## Exercise prompt
The records below must be duplicated exactly, character for character.

## Material shown
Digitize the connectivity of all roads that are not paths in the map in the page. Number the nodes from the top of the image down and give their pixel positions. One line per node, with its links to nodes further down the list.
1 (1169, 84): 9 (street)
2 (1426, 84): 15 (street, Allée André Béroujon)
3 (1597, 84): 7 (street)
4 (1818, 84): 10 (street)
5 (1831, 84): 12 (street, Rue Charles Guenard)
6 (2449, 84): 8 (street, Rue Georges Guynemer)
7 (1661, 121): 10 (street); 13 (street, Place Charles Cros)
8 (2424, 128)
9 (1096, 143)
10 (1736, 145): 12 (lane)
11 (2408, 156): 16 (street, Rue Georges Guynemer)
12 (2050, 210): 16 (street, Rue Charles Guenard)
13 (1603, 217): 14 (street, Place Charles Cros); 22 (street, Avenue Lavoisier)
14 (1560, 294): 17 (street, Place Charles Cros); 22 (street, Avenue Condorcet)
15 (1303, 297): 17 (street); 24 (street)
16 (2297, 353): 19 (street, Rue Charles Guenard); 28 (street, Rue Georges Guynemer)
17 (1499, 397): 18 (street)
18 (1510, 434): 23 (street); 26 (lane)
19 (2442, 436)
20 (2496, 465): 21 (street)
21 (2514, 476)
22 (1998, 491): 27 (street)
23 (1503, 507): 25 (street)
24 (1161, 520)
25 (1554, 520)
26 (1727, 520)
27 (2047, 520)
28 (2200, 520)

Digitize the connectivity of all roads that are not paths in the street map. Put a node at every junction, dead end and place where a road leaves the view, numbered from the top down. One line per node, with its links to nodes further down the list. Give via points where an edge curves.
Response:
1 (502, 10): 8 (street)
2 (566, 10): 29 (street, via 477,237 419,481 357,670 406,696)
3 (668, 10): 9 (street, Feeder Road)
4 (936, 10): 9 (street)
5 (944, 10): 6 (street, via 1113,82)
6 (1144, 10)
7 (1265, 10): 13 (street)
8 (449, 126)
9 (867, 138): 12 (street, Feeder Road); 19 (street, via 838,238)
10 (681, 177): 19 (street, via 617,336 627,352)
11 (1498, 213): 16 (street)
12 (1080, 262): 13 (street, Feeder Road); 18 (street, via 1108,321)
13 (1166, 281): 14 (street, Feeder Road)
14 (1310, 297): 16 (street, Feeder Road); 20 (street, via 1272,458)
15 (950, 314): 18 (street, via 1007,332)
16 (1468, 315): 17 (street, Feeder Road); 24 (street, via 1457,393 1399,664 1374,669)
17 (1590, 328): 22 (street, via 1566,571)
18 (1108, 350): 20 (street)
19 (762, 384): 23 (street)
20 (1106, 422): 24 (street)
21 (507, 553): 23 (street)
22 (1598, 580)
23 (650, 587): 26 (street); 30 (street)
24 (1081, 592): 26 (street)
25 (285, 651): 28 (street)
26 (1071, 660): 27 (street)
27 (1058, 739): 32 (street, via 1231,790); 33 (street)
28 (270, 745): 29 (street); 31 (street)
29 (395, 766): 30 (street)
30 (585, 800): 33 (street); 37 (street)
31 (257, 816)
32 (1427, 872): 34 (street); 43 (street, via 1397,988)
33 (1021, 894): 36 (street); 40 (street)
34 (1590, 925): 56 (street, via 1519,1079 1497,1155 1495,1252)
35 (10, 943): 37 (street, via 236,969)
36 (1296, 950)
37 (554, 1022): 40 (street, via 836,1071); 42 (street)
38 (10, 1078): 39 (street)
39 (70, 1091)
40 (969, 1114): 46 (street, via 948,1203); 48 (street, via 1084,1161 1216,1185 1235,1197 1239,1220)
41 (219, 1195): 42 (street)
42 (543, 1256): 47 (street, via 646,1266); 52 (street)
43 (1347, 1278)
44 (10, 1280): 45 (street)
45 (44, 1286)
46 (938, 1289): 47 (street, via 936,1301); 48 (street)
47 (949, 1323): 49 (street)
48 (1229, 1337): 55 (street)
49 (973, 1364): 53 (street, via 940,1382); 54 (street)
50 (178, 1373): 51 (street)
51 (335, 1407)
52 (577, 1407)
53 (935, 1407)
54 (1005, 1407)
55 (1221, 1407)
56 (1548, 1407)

## Expected output
Digitize the connectivity of all roads that are not paths in the map in the page. Number the nodes from the top of the image down and give their pixel positions. One line per node, with its links to nodes further down the list.
1 (1169, 84): 9 (street)
2 (1426, 84): 15 (street, Allée André Béroujon)
3 (1597, 84): 7 (street)
4 (1818, 84): 10 (street)
5 (1831, 84): 12 (street, Rue Charles Guenard)
6 (2449, 84): 8 (street, Rue Georges Guynemer)
7 (1661, 121): 10 (street); 13 (street, Place Charles Cros)
8 (2424, 128)
9 (1096, 143)
10 (1736, 145): 12 (lane)
11 (2408, 156): 16 (street, Rue Georges Guynemer)
12 (2050, 210): 16 (street, Rue Charles Guenard)
13 (1603, 217): 14 (street, Place Charles Cros); 22 (street, Avenue Lavoisier)
14 (1560, 294): 17 (street, Place Charles Cros); 22 (street, Avenue Condorcet)
15 (1303, 297): 17 (street); 24 (street)
16 (2297, 353): 19 (street, Rue Charles Guenard); 28 (street, Rue Georges Guynemer)
17 (1499, 397): 18 (street)
18 (1510, 434): 23 (street); 26 (lane)
19 (2442, 436)
20 (2496, 465): 21 (street)
21 (2514, 476)
22 (1998, 491): 27 (street)
23 (1503, 507): 25 (street)
24 (1161, 520)
25 (1554, 520)
26 (1727, 520)
27 (2047, 520)
28 (2200, 520)

Digitize the connectivity of all roads that are not paths in the street map. Put a node at every junction, dead end and place where a road leaves the view, numbered from the top down. One line per node, with its links to nodes further down the list. Give via points where an edge curves.
Response:
1 (502, 10): 8 (street)
2 (566, 10): 29 (street, via 477,237 419,481 357,670 406,696)
3 (668, 10): 9 (street, Feeder Road)
4 (936, 10): 9 (street)
5 (944, 10): 6 (street, via 1113,82)
6 (1144, 10)
7 (1265, 10): 13 (street)
8 (449, 126)
9 (867, 138): 12 (street, Feeder Road); 19 (street, via 838,238)
10 (681, 177): 19 (street, via 617,336 627,352)
11 (1498, 213): 16 (street)
12 (1080, 262): 13 (street, Feeder Road); 18 (street, via 1108,321)
13 (1166, 281): 14 (street, Feeder Road)
14 (1310, 297): 16 (street, Feeder Road); 20 (street, via 1272,458)
15 (950, 314): 18 (street, via 1007,332)
16 (1468, 315): 17 (street, Feeder Road); 24 (street, via 1457,393 1399,664 1374,669)
17 (1590, 328): 22 (street, via 1566,571)
18 (1108, 350): 20 (street)
19 (762, 384): 23 (street)
20 (1106, 422): 24 (street)
21 (507, 553): 23 (street)
22 (1598, 580)
23 (650, 587): 26 (street); 30 (street)
24 (1081, 592): 26 (street)
25 (285, 651): 28 (street)
26 (1071, 660): 27 (street)
27 (1058, 739): 32 (street, via 1231,790); 33 (street)
28 (270, 745): 29 (street); 31 (street)
29 (395, 766): 30 (street)
30 (585, 800): 33 (street); 37 (street)
31 (257, 816)
32 (1427, 872): 34 (street); 43 (street, via 1397,988)
33 (1021, 894): 36 (street); 40 (street)
34 (1590, 925): 56 (street, via 1519,1079 1497,1155 1495,1252)
35 (10, 943): 37 (street, via 236,969)
36 (1296, 950)
37 (554, 1022): 40 (street, via 836,1071); 42 (street)
38 (10, 1078): 39 (street)
39 (70, 1091)
40 (969, 1114): 46 (street, via 948,1203); 48 (street, via 1084,1161 1216,1185 1235,1197 1239,1220)
41 (219, 1195): 42 (street)
42 (543, 1256): 47 (street, via 646,1266); 52 (street)
43 (1347, 1278)
44 (10, 1280): 45 (street)
45 (44, 1286)
46 (938, 1289): 47 (street, via 936,1301); 48 (street)
47 (949, 1323): 49 (street)
48 (1229, 1337): 55 (street)
49 (973, 1364): 53 (street, via 940,1382); 54 (street)
50 (178, 1373): 51 (street)
51 (335, 1407)
52 (577, 1407)
53 (935, 1407)
54 (1005, 1407)
55 (1221, 1407)
56 (1548, 1407)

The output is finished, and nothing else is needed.